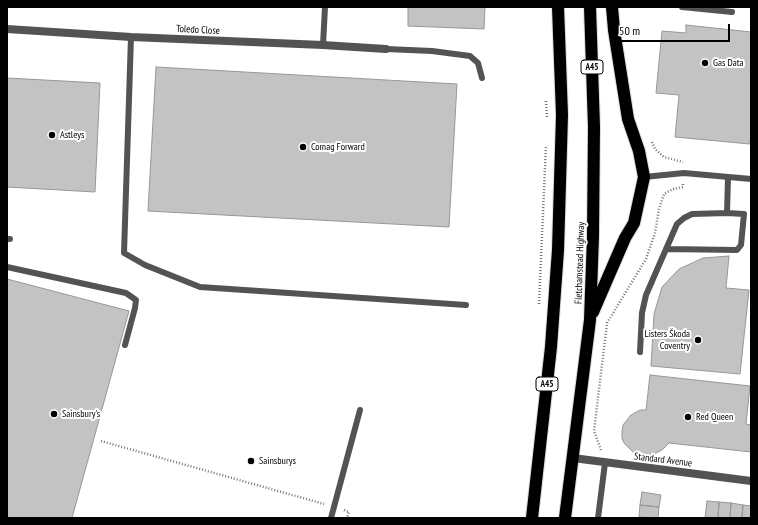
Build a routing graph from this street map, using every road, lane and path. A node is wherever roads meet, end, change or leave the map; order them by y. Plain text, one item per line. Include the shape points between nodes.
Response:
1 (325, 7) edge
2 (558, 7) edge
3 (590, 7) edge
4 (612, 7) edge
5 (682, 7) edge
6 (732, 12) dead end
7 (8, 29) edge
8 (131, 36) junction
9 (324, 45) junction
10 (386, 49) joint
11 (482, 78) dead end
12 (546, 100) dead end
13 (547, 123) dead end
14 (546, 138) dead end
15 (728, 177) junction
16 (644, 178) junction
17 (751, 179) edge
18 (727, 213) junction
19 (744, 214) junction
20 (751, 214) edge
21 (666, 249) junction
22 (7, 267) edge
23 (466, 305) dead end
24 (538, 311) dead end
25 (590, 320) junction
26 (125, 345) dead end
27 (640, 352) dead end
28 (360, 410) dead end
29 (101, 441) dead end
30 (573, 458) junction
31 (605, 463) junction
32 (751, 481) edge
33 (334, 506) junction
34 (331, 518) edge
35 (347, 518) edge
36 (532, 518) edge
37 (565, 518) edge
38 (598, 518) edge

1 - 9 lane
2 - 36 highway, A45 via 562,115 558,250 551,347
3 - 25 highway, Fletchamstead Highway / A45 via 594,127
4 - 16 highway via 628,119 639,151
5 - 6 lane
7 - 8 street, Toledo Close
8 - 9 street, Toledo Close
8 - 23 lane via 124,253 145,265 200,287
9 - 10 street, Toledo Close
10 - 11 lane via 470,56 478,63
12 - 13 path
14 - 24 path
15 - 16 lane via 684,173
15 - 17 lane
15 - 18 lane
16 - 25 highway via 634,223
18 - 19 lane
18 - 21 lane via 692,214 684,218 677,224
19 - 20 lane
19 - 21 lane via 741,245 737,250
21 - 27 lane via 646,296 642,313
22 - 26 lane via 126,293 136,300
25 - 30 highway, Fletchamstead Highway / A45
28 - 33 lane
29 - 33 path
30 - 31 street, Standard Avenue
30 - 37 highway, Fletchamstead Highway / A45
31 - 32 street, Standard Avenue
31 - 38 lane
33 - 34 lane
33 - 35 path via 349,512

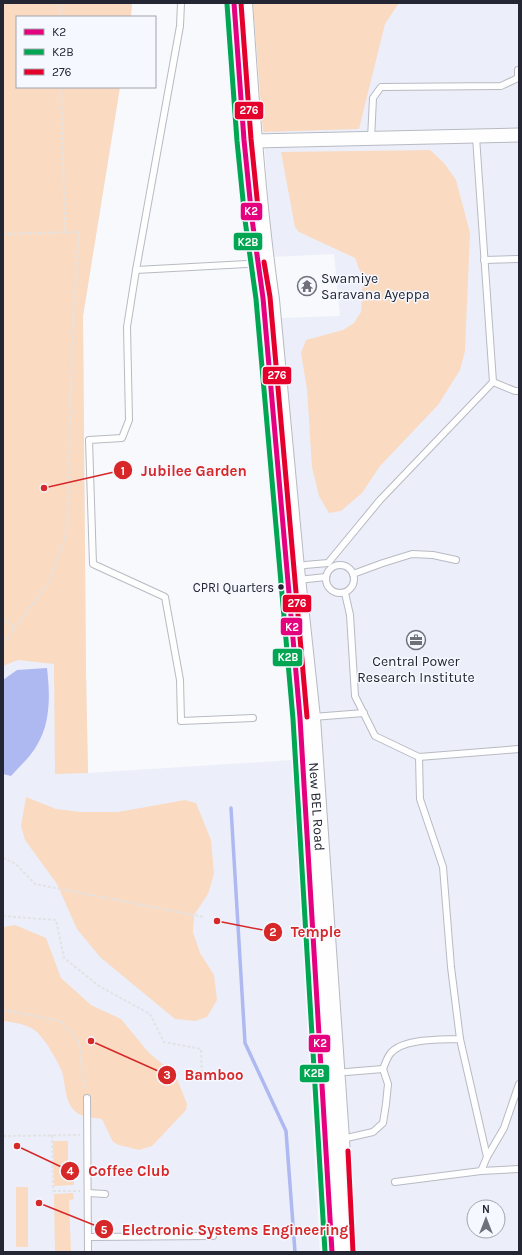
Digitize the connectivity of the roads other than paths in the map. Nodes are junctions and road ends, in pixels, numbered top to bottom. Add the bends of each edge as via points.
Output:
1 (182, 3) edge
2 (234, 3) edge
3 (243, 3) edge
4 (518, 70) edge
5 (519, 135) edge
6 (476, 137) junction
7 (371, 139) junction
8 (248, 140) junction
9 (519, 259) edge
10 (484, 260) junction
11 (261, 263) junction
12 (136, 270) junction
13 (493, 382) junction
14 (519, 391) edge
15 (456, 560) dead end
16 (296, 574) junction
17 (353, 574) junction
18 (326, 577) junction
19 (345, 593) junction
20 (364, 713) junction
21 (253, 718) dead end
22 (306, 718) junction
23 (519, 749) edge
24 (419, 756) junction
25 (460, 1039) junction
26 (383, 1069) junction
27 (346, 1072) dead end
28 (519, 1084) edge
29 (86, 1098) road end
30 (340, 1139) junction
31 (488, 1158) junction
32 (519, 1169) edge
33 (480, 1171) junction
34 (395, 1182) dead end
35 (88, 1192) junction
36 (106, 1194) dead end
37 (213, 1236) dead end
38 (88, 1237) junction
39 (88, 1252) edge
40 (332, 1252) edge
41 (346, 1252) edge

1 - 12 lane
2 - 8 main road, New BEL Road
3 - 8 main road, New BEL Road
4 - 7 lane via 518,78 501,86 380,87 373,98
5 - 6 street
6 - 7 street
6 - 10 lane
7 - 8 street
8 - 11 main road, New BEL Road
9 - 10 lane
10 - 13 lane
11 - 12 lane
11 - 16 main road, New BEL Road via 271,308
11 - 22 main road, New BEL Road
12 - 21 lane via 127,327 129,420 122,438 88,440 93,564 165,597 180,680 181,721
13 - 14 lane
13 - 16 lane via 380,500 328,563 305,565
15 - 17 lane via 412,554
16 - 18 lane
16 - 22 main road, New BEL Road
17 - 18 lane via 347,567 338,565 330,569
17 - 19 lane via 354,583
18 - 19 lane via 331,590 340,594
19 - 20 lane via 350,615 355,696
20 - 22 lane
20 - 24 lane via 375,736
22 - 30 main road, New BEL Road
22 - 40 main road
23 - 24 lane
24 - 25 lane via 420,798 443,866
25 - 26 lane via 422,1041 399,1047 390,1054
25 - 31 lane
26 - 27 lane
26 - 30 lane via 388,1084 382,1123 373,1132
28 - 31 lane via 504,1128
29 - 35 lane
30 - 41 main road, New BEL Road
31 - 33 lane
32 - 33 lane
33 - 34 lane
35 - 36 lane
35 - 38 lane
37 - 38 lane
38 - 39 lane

□ □ □ □ □

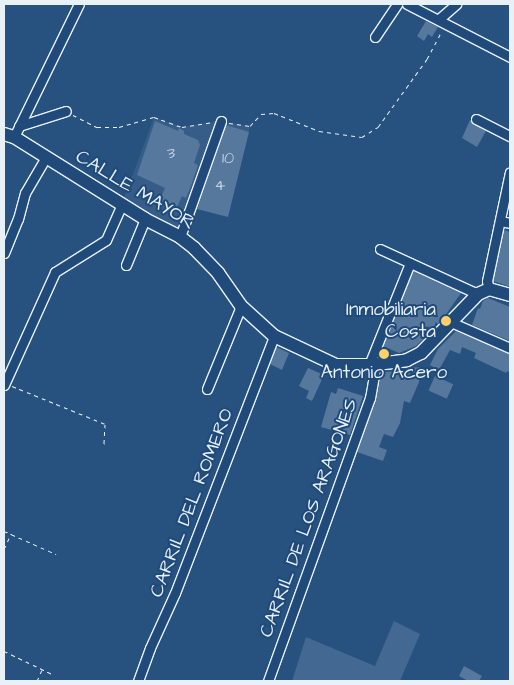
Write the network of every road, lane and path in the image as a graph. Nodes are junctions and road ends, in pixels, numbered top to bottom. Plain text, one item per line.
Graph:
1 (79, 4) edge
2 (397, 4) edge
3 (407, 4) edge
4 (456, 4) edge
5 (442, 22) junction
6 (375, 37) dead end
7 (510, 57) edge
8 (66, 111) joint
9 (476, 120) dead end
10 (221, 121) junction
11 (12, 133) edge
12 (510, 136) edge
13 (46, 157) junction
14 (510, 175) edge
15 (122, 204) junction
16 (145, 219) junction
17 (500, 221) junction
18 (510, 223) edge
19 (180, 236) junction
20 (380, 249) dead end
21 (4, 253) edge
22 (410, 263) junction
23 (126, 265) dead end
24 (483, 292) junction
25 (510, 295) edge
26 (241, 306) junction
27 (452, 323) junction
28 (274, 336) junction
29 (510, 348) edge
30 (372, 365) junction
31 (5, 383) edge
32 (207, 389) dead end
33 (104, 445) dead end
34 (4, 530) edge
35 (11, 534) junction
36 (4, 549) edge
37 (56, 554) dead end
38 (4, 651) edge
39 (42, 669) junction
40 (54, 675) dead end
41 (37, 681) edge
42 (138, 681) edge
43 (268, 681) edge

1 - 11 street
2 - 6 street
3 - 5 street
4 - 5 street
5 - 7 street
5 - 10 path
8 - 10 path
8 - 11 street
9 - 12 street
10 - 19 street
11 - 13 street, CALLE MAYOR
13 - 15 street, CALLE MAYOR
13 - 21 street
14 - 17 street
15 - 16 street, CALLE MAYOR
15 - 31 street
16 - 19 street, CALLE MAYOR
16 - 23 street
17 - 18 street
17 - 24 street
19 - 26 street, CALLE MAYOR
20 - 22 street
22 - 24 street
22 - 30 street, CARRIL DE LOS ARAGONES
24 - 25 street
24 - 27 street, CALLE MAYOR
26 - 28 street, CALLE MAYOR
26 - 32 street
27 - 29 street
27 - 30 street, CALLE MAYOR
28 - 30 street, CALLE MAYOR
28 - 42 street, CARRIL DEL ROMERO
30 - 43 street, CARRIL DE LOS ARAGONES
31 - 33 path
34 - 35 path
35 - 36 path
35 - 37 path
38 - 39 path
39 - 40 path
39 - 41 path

□ □ □ □ □

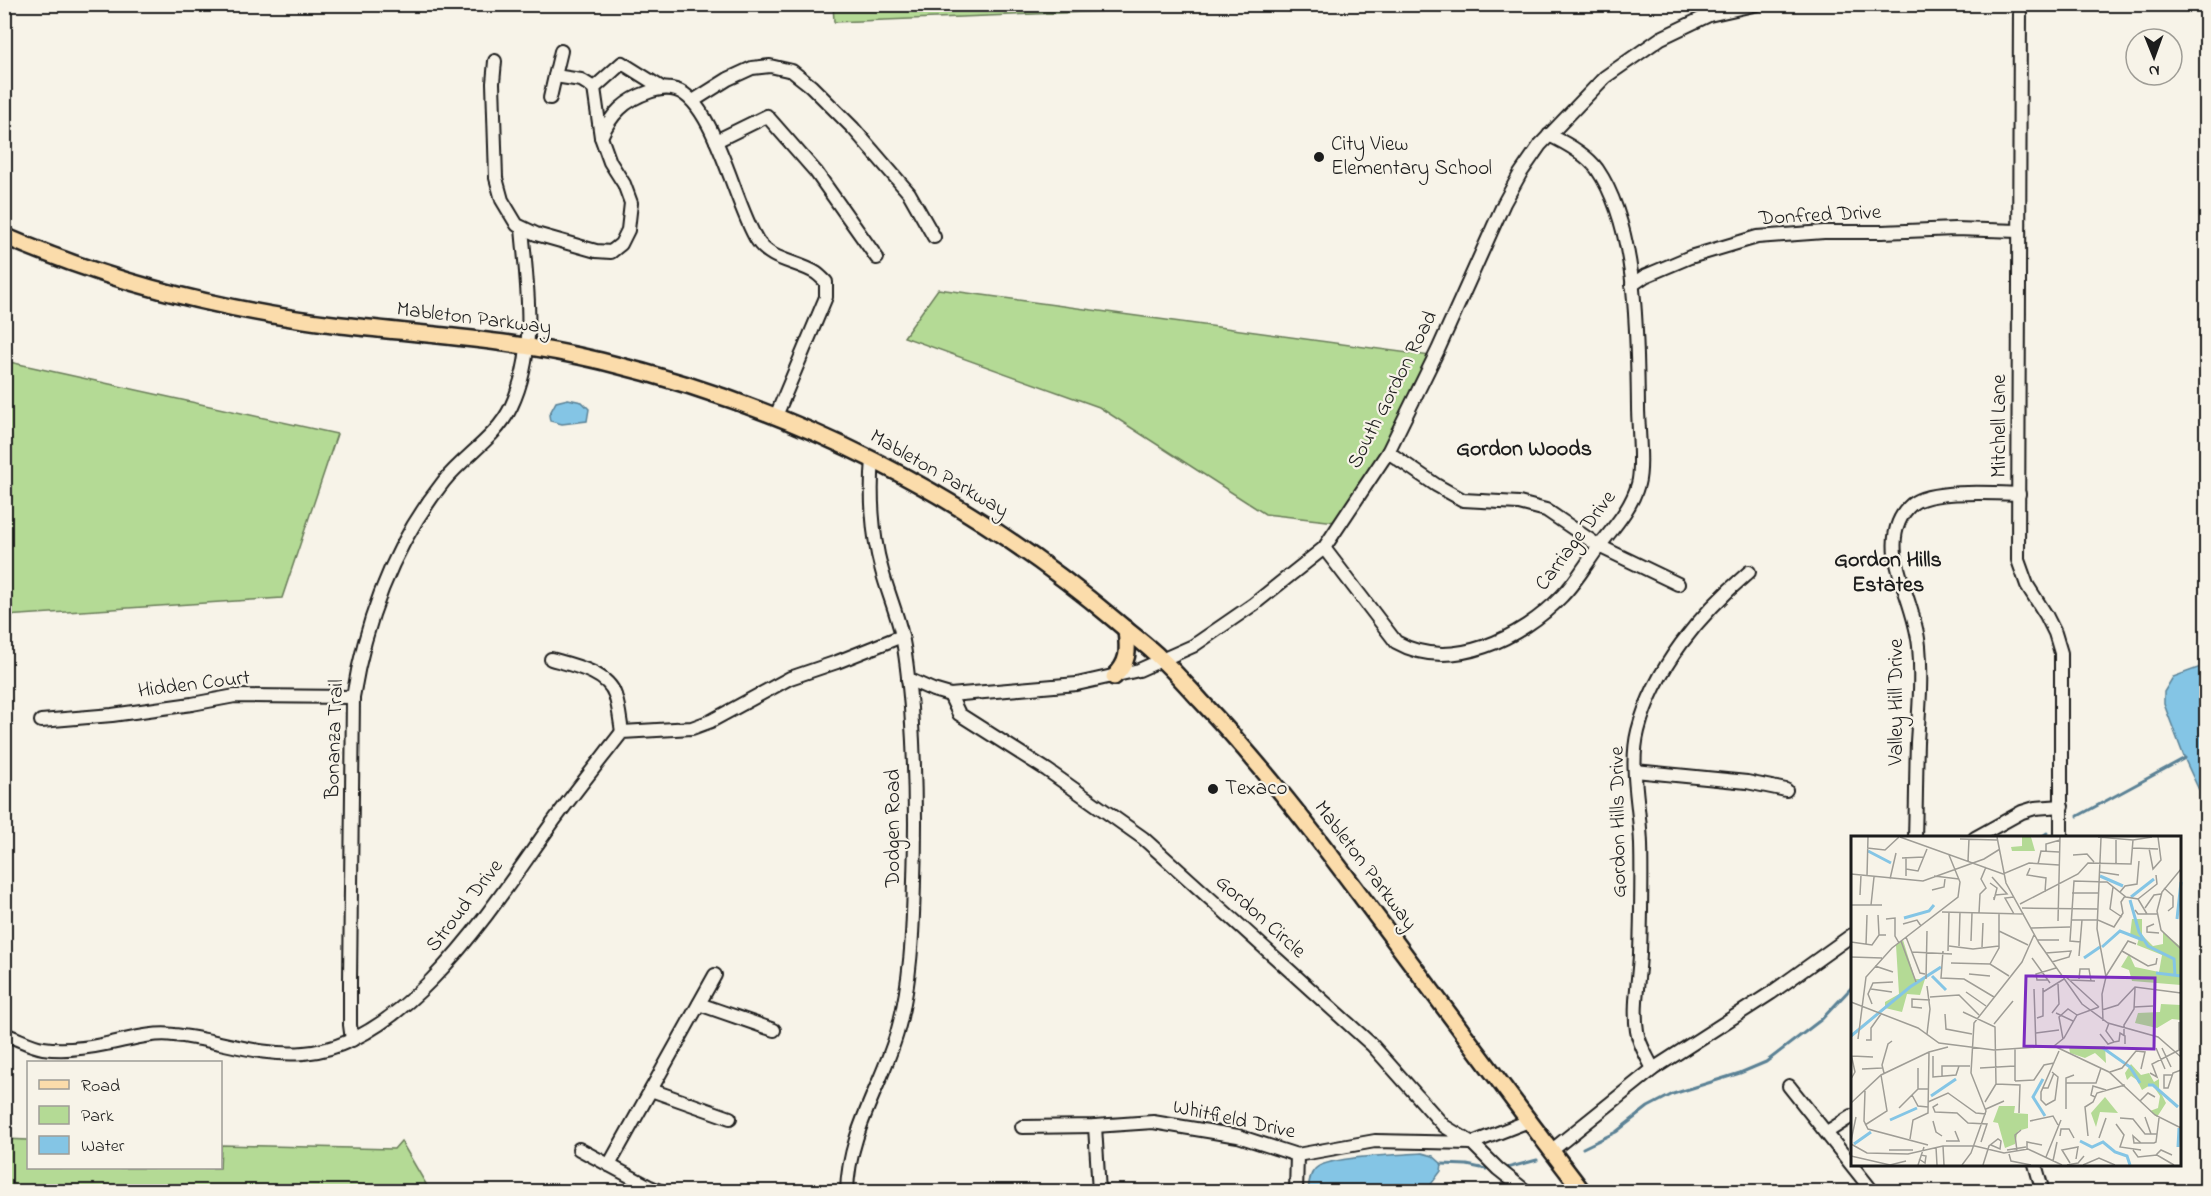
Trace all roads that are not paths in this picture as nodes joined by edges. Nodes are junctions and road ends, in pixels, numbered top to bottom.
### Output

□ □ □ □ □

Where a line of the listing includes the word "this", add it to the tally, and give the final number and nothing more.

• **Solution below**
2